**** Dataset entries ****

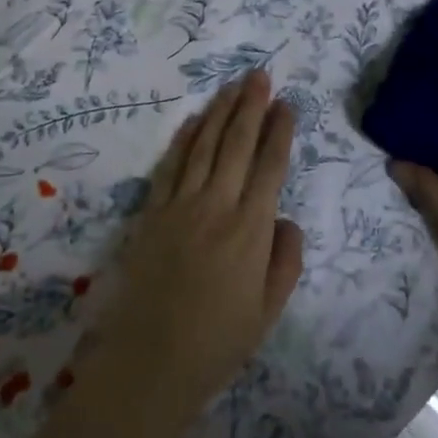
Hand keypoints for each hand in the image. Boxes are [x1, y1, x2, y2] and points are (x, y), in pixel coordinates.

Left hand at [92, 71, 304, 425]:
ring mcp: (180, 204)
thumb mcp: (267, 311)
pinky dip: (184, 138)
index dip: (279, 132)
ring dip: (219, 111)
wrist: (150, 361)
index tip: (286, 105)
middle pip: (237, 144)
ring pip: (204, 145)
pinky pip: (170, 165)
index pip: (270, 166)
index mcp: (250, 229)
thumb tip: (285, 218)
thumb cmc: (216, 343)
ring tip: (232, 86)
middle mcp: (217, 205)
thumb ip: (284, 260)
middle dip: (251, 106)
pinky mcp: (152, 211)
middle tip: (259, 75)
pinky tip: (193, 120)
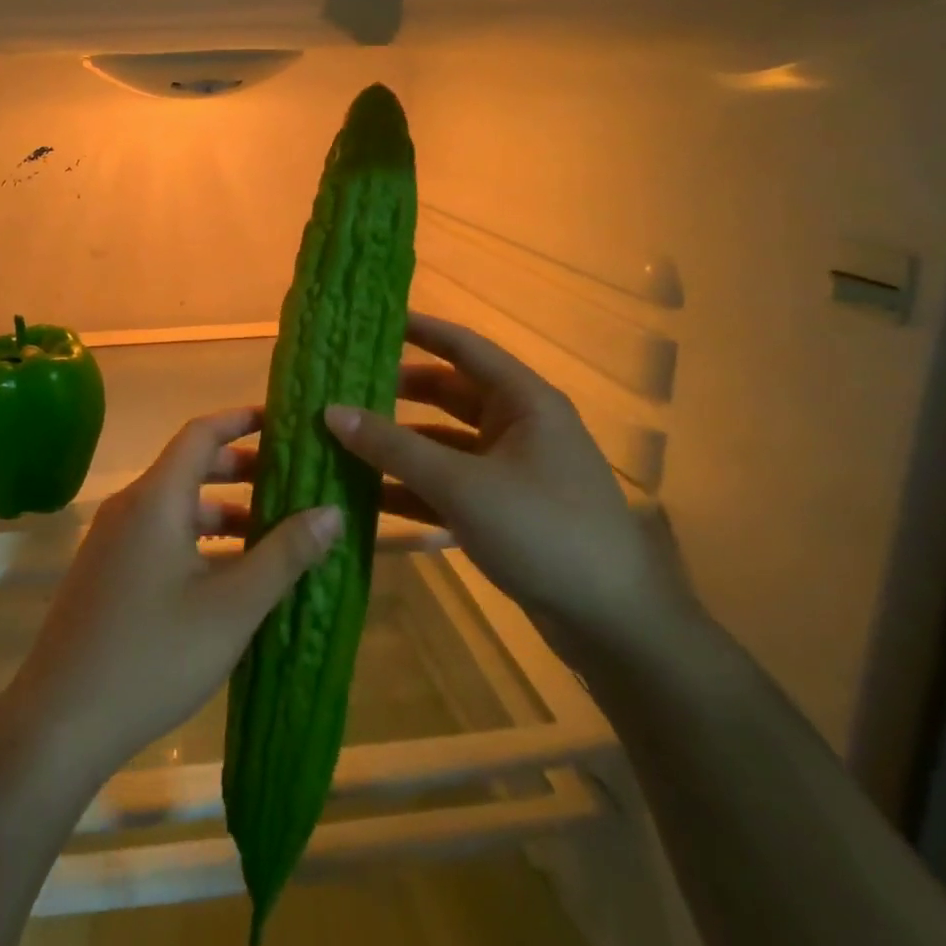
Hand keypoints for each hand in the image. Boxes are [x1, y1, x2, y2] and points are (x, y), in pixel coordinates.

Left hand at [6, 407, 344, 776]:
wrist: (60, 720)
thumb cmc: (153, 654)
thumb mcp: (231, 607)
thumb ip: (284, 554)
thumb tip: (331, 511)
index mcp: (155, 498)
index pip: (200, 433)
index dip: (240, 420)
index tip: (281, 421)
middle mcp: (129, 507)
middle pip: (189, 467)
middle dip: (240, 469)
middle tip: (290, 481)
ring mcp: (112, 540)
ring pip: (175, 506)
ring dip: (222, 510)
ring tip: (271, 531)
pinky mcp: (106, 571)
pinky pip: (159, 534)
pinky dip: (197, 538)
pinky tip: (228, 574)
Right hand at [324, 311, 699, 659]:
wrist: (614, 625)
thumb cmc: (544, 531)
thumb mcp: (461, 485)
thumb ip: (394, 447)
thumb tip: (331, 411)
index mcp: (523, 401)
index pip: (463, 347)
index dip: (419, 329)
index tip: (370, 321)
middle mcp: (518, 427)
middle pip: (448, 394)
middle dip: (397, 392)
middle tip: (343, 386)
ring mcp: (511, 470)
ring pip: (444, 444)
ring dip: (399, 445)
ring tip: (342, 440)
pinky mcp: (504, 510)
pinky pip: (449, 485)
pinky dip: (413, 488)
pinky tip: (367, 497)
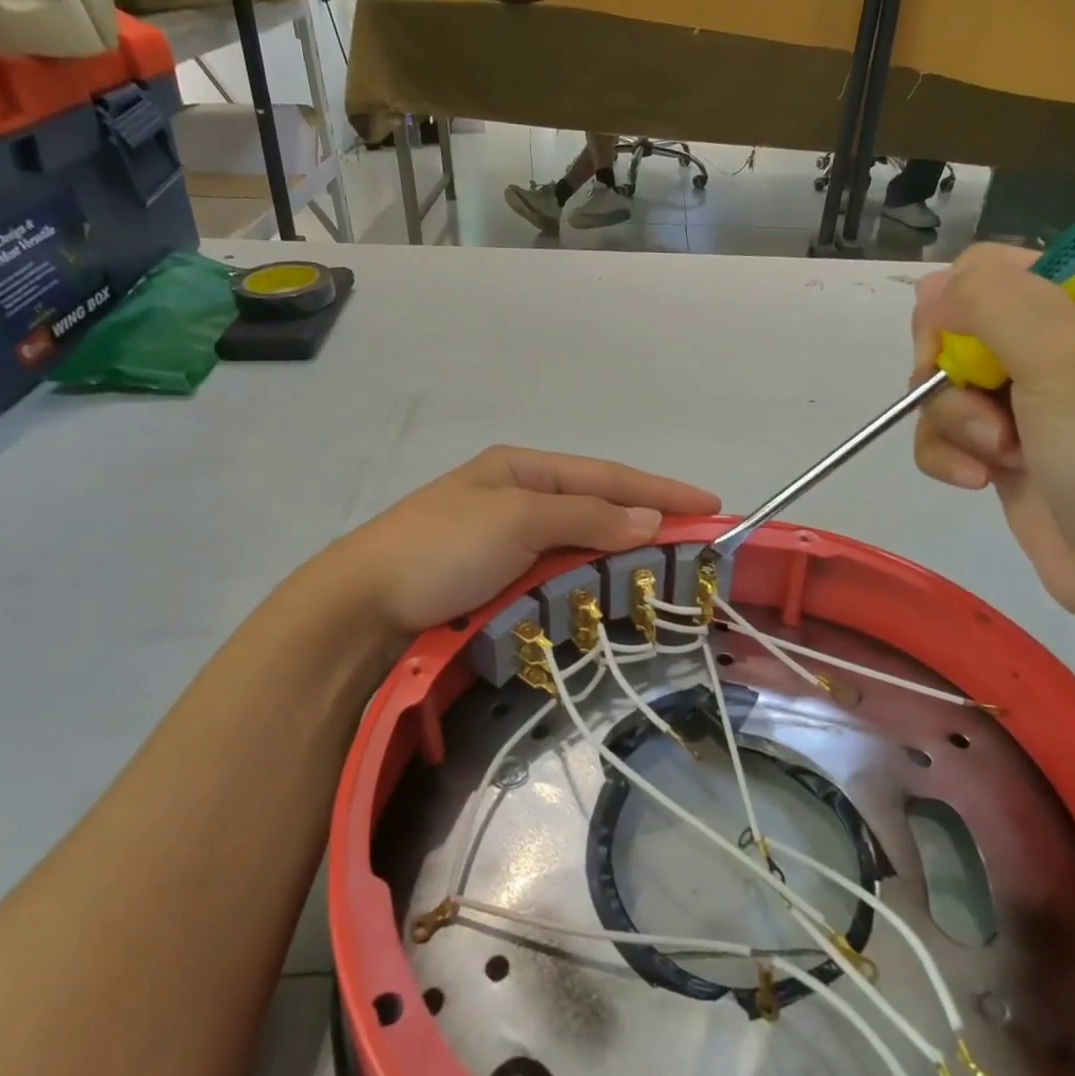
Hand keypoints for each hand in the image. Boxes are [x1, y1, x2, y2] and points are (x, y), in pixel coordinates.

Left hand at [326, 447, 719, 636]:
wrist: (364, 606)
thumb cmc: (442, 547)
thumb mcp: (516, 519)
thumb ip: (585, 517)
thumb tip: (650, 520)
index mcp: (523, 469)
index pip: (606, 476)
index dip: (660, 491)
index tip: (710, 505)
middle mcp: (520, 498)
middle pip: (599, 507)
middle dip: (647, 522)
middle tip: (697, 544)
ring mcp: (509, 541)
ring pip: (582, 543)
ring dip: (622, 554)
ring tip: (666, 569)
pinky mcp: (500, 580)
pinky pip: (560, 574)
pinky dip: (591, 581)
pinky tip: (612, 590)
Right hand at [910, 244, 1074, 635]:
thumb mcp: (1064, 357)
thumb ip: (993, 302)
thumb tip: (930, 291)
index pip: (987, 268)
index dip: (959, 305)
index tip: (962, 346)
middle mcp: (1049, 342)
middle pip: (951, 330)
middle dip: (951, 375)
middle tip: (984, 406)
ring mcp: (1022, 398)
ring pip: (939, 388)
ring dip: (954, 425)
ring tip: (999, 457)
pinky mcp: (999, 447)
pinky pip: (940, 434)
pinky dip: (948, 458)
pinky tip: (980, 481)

****
**** Dataset entries ****

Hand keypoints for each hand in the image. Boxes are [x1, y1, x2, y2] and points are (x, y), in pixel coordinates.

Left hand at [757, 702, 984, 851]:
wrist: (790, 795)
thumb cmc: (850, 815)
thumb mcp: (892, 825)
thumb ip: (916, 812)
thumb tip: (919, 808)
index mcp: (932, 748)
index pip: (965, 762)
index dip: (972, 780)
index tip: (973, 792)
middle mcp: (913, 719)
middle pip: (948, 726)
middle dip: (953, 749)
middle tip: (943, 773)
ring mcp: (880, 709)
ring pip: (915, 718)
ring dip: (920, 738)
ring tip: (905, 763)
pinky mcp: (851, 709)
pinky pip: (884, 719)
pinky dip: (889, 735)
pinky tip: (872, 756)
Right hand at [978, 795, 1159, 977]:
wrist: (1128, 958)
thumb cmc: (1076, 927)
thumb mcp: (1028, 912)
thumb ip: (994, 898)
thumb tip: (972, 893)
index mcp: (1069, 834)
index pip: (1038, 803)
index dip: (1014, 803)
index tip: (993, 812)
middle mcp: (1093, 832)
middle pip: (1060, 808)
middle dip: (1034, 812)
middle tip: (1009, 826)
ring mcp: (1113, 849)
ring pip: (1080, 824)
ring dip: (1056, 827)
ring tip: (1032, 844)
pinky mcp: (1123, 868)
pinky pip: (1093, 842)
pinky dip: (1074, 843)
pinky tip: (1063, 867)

****

* **What is needed**: The required answer is the run of lines above, starting at the line with "middle pip: (599, 507)" and ending at the line with "pinky tip: (980, 481)", reproduced exactly with both ends.

* **Answer to this task**:
middle pip: (599, 507)
middle dip: (647, 522)
middle tip: (697, 544)
ring mcp: (509, 541)
ring pip: (582, 543)
ring dip: (622, 554)
ring tip: (666, 569)
pinky mcp: (500, 580)
pinky pip: (560, 574)
pinky dip: (591, 581)
pinky tip: (612, 590)
Right hand at [910, 244, 1074, 635]:
thumb mcp: (1064, 357)
thumb ip: (993, 302)
thumb tip: (930, 291)
index pip: (987, 268)
index dip: (959, 305)
index tip: (962, 346)
middle mcp: (1049, 342)
middle pip: (951, 330)
middle dip: (951, 375)
middle tip: (984, 406)
ring mcp: (1022, 398)
ring pip: (939, 388)
ring dip: (954, 425)
ring tip: (999, 457)
pinky mcp: (999, 447)
pinky pip: (940, 434)
pinky dip: (948, 458)
pinky tip: (980, 481)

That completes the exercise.